**What to work on:** For the data below, count the lines that have the string "links" and state that number by itself.

**Exercise material:**
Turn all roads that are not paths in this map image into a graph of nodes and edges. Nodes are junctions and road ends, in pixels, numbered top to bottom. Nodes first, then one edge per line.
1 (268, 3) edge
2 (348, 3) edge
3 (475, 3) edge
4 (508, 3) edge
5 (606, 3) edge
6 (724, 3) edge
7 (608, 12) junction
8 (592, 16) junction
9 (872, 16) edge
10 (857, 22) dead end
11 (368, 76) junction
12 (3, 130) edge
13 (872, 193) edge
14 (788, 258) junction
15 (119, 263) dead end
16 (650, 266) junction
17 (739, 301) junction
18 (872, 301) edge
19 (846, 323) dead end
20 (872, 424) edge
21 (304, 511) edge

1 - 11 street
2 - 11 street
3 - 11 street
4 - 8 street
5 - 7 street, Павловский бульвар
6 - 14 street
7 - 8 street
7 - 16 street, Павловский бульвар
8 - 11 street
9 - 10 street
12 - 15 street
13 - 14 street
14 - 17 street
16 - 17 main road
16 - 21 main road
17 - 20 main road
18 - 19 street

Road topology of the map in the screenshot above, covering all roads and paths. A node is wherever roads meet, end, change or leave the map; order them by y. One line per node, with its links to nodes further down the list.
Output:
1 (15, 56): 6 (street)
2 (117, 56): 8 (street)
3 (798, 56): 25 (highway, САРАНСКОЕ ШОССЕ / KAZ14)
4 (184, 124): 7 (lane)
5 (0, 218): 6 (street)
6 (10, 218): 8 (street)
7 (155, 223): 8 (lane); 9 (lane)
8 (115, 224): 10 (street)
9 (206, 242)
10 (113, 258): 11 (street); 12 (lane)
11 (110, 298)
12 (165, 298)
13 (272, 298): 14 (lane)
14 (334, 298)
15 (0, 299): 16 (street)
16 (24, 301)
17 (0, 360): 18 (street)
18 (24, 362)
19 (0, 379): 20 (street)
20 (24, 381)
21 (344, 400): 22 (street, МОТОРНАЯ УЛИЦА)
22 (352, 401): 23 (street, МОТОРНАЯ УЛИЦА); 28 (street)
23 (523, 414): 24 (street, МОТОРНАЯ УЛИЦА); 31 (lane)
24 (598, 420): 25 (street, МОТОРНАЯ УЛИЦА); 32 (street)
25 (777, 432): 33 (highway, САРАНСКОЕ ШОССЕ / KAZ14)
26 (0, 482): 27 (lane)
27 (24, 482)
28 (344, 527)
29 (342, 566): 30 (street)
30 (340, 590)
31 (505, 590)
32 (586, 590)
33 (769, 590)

---

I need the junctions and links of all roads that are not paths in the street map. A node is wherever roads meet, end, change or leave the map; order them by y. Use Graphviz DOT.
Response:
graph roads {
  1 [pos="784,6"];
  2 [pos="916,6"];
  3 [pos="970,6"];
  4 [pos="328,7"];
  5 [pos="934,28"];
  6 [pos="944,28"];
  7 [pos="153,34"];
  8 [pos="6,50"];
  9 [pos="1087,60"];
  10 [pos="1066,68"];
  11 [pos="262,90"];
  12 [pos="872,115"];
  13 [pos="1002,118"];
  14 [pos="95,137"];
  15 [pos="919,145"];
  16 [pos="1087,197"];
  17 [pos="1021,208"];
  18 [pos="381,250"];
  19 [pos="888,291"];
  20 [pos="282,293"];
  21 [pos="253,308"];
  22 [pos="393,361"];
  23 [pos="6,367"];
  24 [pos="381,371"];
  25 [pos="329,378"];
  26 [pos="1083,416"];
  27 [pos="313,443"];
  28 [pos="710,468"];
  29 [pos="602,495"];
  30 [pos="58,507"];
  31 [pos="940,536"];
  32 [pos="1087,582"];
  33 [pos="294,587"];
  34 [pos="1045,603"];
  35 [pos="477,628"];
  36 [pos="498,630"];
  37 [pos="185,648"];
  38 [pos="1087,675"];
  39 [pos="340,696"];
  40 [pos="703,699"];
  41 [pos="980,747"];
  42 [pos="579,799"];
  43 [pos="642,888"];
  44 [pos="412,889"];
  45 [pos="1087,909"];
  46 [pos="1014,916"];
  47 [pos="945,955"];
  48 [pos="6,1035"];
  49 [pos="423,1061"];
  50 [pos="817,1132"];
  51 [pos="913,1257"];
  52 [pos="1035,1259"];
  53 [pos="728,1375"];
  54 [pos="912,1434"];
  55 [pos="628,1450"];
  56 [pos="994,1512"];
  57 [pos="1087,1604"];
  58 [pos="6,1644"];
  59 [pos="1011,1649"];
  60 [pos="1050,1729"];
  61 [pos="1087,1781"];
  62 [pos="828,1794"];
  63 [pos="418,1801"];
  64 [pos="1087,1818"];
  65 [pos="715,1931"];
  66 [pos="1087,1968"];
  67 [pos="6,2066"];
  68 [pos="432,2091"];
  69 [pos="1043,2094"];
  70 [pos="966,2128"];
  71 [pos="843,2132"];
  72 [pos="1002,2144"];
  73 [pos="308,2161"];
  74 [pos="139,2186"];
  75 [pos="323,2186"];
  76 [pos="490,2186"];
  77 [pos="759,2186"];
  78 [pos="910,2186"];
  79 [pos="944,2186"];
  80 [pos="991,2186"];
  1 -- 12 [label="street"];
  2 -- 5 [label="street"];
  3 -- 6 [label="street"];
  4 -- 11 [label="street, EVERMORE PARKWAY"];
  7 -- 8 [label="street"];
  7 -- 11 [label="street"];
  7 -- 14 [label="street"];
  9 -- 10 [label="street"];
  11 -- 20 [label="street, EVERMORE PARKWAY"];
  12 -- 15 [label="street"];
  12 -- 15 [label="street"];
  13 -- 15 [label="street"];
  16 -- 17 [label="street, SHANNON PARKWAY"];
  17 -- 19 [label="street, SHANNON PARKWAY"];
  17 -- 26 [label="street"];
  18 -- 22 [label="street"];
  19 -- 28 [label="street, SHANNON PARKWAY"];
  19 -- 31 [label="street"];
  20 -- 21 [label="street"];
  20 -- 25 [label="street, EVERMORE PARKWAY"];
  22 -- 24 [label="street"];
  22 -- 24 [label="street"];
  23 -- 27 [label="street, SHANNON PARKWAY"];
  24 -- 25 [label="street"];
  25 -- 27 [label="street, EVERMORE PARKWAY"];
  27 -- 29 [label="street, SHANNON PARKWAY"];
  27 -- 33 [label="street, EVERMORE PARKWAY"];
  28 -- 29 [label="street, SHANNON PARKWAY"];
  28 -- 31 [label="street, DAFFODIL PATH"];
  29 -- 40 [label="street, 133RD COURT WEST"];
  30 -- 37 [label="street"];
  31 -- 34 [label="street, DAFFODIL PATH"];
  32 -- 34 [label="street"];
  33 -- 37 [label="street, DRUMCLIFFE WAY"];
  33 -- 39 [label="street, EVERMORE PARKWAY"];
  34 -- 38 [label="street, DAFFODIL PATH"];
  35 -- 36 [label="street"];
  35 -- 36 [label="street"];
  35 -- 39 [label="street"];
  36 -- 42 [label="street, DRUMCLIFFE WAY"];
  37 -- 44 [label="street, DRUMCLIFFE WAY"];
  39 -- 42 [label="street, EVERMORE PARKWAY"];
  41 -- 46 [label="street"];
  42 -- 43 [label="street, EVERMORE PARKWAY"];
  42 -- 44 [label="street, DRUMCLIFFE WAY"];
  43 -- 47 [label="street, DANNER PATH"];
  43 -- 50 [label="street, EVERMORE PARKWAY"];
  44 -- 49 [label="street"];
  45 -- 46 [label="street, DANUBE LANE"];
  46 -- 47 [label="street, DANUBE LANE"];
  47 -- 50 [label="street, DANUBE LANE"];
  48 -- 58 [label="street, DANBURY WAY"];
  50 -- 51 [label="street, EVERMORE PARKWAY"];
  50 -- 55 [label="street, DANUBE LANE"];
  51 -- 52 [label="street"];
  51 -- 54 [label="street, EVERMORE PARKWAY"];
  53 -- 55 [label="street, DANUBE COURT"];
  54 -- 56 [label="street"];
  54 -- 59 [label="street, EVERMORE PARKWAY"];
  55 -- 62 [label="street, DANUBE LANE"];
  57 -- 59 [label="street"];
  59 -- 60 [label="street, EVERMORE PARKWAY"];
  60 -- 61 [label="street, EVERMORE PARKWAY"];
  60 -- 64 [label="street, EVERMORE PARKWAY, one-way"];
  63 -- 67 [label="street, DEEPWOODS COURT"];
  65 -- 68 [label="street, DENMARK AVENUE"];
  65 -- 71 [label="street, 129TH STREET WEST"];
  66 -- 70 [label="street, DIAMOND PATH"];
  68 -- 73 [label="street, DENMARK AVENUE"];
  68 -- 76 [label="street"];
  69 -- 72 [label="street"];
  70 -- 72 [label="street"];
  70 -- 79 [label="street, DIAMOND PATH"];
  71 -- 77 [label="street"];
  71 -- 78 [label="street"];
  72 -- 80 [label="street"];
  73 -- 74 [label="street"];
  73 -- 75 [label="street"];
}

**Answer below:** 2